North Korea: The Situation on Day Two
It’s got to suck to be Ban Ki-moon this morning. After a proud, forty-year diplomatic career largely spent managing the tense standoff between North and South Korea, your reputation swells to the point where you’re about to be named the next U.N. secretary general. But on the very day your ascension is announced, North Korea goes and tests a nuke, not only stealing your thunder, invalidating much of your life’s work, and giving you what promises to be a major headache for your term. Then again, you’re still secretary general.
The second-day news on the North Korean nuke test looks, if anything, even more grim. Though some American seismologists believe the explosion was small enough that it should be termed only a “partial success,” North Korea’s still pretty far along on its way to developing viable nukes — and, as The New York Times‘ David E. Sanger concisely put it, “[North Korea] has never developed a weapons system it did not ultimately sell on the world market,” having already passed missile technology to Iran and Pakistan.

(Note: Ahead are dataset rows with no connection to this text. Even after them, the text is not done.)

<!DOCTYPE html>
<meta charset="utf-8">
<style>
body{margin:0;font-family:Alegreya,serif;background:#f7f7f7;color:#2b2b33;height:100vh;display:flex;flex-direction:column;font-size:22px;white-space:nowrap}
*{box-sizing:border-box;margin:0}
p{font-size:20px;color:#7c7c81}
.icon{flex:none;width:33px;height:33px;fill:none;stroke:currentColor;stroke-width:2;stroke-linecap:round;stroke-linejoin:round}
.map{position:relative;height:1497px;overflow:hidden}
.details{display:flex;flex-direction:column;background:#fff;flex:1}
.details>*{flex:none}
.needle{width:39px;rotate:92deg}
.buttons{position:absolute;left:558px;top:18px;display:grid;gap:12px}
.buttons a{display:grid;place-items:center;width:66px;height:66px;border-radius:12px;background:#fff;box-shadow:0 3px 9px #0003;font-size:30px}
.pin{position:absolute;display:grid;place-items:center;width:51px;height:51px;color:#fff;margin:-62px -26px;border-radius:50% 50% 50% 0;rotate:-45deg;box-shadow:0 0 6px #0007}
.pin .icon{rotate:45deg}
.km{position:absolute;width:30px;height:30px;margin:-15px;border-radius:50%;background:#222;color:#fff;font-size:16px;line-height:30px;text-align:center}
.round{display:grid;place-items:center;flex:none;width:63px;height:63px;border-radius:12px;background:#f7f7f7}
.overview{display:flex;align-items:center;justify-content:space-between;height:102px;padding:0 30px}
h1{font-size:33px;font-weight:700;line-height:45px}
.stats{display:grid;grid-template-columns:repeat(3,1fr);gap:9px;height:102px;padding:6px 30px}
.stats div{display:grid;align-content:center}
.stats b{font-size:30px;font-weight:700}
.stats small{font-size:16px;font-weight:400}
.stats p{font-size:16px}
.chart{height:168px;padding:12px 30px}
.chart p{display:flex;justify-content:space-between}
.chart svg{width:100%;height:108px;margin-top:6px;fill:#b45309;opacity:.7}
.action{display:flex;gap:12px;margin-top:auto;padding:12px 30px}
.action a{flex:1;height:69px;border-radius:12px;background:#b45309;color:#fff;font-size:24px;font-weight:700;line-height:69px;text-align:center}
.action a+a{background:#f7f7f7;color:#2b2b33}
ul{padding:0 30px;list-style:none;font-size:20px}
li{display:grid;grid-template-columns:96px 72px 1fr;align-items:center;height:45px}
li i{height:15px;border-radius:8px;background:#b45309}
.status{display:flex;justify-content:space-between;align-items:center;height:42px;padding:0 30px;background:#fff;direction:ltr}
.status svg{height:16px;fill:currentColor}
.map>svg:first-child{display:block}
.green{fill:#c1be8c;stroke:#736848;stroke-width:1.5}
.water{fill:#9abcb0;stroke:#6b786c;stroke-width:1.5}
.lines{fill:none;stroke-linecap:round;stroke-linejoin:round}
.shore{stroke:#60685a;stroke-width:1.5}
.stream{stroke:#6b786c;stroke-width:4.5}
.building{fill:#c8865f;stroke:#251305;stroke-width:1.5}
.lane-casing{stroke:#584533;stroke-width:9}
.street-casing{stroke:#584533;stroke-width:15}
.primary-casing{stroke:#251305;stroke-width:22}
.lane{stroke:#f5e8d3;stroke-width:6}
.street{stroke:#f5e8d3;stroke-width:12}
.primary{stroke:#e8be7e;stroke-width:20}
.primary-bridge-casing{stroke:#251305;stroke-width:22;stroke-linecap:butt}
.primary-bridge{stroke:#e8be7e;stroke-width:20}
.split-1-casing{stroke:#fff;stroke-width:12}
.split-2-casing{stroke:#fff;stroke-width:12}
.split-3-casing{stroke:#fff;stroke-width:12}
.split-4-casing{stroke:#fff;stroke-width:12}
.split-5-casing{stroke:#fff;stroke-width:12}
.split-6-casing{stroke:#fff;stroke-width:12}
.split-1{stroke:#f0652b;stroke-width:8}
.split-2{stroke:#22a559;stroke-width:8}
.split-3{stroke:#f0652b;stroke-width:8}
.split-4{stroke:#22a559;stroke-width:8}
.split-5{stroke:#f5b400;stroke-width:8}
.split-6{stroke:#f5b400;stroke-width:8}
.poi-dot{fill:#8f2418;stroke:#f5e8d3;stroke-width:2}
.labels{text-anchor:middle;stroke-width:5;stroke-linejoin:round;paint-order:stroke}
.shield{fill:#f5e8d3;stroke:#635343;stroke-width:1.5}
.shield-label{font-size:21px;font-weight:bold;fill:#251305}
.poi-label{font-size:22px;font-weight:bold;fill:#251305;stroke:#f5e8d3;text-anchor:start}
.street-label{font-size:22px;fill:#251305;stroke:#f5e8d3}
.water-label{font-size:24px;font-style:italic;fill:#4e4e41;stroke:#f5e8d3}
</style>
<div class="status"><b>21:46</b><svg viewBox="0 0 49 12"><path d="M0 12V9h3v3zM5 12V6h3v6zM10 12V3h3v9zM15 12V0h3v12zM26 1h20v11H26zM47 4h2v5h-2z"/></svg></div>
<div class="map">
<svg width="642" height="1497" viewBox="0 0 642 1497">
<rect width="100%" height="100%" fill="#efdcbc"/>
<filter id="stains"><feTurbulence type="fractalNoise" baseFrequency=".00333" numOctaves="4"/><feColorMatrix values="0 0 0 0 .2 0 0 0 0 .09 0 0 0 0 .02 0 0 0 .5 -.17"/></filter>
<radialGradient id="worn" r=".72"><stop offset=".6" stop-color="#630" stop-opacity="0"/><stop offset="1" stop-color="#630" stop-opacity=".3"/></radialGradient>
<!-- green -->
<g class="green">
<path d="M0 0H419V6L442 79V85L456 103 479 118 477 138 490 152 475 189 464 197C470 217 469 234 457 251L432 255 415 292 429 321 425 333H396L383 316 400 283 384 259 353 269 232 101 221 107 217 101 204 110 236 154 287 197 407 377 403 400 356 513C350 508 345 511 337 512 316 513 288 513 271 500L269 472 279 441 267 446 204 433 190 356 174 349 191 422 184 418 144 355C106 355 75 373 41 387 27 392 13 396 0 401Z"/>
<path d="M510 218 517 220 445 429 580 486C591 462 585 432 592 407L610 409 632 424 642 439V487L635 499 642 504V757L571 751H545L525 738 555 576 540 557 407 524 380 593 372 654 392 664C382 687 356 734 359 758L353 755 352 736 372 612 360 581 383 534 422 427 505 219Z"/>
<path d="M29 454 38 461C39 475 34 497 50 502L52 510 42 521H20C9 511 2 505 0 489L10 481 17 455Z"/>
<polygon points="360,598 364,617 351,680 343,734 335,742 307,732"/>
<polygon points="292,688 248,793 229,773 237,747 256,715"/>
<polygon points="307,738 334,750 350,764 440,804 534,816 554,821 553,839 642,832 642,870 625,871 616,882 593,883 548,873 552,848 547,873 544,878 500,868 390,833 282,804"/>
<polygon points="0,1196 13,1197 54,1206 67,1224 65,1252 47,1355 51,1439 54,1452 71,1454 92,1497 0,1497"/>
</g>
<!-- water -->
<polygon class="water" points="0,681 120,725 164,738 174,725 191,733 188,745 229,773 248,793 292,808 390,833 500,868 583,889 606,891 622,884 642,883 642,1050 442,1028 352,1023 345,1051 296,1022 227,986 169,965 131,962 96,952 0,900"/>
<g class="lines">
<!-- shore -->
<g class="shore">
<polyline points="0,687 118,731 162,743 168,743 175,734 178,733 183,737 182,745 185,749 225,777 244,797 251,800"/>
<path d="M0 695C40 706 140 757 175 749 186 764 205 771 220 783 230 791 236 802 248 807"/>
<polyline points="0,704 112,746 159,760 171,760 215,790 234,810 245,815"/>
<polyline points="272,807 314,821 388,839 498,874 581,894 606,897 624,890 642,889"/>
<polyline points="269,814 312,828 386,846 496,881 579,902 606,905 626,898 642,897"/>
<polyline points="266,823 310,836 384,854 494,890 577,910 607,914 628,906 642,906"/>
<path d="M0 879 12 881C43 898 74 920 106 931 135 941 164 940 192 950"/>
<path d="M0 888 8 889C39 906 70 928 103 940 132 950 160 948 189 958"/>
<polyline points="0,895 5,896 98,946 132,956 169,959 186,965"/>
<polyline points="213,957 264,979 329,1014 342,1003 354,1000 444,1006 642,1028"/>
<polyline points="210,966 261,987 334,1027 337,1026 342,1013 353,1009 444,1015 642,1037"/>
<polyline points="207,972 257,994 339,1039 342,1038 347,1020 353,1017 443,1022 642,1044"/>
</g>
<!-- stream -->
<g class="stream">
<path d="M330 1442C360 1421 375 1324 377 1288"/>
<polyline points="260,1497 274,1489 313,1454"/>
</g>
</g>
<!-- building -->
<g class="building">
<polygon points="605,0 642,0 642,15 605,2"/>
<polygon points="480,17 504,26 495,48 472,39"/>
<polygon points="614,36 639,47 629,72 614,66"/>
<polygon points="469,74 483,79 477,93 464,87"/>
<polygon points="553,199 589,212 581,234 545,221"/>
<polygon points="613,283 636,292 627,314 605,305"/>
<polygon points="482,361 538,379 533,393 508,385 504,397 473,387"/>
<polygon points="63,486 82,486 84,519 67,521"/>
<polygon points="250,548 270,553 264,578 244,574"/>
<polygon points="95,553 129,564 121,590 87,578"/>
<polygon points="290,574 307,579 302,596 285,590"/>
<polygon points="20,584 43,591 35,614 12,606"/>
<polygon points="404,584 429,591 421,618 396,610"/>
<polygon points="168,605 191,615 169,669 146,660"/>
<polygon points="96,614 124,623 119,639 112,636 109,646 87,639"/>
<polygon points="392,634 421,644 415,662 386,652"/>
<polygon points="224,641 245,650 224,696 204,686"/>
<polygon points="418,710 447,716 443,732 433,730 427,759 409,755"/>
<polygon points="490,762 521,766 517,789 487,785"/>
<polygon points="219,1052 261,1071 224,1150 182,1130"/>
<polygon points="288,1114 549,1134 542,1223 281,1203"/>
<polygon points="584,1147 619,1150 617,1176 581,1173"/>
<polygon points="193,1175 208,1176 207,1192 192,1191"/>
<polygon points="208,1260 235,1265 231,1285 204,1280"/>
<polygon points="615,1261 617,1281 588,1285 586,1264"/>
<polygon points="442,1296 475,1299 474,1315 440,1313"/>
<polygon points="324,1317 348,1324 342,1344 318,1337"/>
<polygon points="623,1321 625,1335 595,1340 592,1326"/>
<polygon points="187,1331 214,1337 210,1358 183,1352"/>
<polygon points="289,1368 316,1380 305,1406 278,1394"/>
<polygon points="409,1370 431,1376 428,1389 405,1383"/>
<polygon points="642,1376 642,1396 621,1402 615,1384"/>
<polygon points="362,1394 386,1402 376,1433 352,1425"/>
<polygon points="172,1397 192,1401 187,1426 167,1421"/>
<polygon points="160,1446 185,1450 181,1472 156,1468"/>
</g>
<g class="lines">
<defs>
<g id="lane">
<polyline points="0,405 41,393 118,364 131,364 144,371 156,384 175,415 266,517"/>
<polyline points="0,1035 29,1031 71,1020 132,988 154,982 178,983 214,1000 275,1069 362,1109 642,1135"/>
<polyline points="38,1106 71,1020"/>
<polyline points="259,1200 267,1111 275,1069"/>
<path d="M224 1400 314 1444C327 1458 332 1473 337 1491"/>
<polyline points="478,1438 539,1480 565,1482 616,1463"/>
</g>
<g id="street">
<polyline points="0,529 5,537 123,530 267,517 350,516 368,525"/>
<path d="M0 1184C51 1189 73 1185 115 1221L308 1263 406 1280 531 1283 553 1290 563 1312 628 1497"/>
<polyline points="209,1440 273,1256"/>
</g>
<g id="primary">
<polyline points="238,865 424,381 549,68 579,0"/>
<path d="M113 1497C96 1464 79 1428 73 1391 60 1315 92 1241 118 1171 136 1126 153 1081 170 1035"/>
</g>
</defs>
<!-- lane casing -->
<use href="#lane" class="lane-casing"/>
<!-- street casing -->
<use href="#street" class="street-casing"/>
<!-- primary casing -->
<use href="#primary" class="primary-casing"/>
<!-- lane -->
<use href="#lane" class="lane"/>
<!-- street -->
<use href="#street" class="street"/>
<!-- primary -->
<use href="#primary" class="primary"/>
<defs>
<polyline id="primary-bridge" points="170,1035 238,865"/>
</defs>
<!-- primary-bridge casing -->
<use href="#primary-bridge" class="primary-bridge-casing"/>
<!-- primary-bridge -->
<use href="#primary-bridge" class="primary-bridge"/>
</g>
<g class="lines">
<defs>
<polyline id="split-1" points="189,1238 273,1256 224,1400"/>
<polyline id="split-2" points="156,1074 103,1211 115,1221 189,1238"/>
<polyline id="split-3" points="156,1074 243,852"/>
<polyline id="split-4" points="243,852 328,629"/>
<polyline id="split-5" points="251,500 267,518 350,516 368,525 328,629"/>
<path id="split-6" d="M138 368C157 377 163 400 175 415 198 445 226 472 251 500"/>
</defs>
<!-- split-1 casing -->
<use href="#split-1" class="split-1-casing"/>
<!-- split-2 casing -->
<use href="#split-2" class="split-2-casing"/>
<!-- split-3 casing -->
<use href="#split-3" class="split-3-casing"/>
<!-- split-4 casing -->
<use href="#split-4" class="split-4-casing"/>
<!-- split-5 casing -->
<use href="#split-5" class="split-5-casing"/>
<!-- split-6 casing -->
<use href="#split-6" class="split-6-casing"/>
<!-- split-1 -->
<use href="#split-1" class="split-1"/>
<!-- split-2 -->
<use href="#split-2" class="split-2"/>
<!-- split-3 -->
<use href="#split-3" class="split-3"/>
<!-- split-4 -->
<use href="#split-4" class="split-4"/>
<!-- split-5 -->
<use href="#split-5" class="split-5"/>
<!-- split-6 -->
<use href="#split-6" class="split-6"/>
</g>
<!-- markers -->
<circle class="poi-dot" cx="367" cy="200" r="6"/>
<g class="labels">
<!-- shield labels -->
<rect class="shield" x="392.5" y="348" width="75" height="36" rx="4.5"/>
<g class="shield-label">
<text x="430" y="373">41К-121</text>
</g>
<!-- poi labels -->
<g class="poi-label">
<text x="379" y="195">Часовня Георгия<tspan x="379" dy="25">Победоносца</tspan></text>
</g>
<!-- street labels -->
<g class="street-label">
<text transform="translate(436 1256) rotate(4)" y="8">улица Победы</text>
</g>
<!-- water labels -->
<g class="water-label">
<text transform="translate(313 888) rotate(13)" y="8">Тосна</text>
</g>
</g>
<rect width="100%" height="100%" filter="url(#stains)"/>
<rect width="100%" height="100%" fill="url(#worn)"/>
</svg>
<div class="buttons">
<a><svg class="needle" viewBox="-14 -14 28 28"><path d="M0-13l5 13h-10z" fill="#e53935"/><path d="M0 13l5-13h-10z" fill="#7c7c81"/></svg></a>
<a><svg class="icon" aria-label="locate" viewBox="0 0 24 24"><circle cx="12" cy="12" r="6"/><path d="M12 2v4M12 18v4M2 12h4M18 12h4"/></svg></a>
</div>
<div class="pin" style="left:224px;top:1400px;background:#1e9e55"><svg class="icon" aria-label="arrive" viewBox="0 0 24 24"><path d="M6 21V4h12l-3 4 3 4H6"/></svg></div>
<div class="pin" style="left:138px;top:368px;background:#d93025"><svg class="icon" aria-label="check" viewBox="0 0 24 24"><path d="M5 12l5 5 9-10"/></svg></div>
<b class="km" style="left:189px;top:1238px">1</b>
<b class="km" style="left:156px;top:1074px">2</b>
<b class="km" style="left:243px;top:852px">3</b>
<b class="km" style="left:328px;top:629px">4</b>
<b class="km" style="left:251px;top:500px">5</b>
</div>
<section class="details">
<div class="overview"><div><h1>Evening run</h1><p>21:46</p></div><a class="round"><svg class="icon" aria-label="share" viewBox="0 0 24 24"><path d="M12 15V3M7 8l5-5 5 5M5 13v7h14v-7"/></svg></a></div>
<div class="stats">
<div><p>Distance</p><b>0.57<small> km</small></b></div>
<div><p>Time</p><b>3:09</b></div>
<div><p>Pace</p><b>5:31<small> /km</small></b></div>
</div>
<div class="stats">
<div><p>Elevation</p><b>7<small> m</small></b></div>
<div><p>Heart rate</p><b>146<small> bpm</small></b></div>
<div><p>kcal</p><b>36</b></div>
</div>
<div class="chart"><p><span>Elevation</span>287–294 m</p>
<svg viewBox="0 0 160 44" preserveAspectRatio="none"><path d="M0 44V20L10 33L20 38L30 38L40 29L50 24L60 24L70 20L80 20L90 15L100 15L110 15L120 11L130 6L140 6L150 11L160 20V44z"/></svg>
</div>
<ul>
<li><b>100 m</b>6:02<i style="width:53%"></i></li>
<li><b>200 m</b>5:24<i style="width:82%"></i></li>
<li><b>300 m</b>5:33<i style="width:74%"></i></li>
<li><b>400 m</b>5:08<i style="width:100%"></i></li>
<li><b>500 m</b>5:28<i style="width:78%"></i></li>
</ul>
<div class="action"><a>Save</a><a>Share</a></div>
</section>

Though some had hoped that the crisis would bring the United States and China closer together, paving the way for future diplomatic cooperation, China is apparently balking this morning at including the threat of military action in any Security Council resolution. And military action is probably not plausible anyway, since no one knows exactly where the North Korean weapons are, American troops are committed elsewhere, and the South Koreans wouldn’t stand for it.
One of the most worrying developments this morning was Iran’s response: Tehran called the move “a reaction to American threats and humiliation.” What we may be beginning to see now is the slow unfurling of one of the uglier legacies of the Bush administration’s unilateralism. Rogue states from Iran to Venezuela to Cuba to North Korea, which share little but a desire for more power and a strategic anti-Americanism, have used their worries about American bullying to strengthen their diplomatic ties and strategic cooperation in order, even turning a meeting of 118 mostly developing countries last month into a protracted bashing-session against American imperialism.
Not all of this is within Bush’s control; North Korea was selling missile technology to Pakistan during the Clinton administration, too. But his perceived international bullying has provided these rogue countries with the perfect, unifying enemy, just as the war in Iraq has commanded his attention and permitted the North Korean nuclear situation to get much, much worse.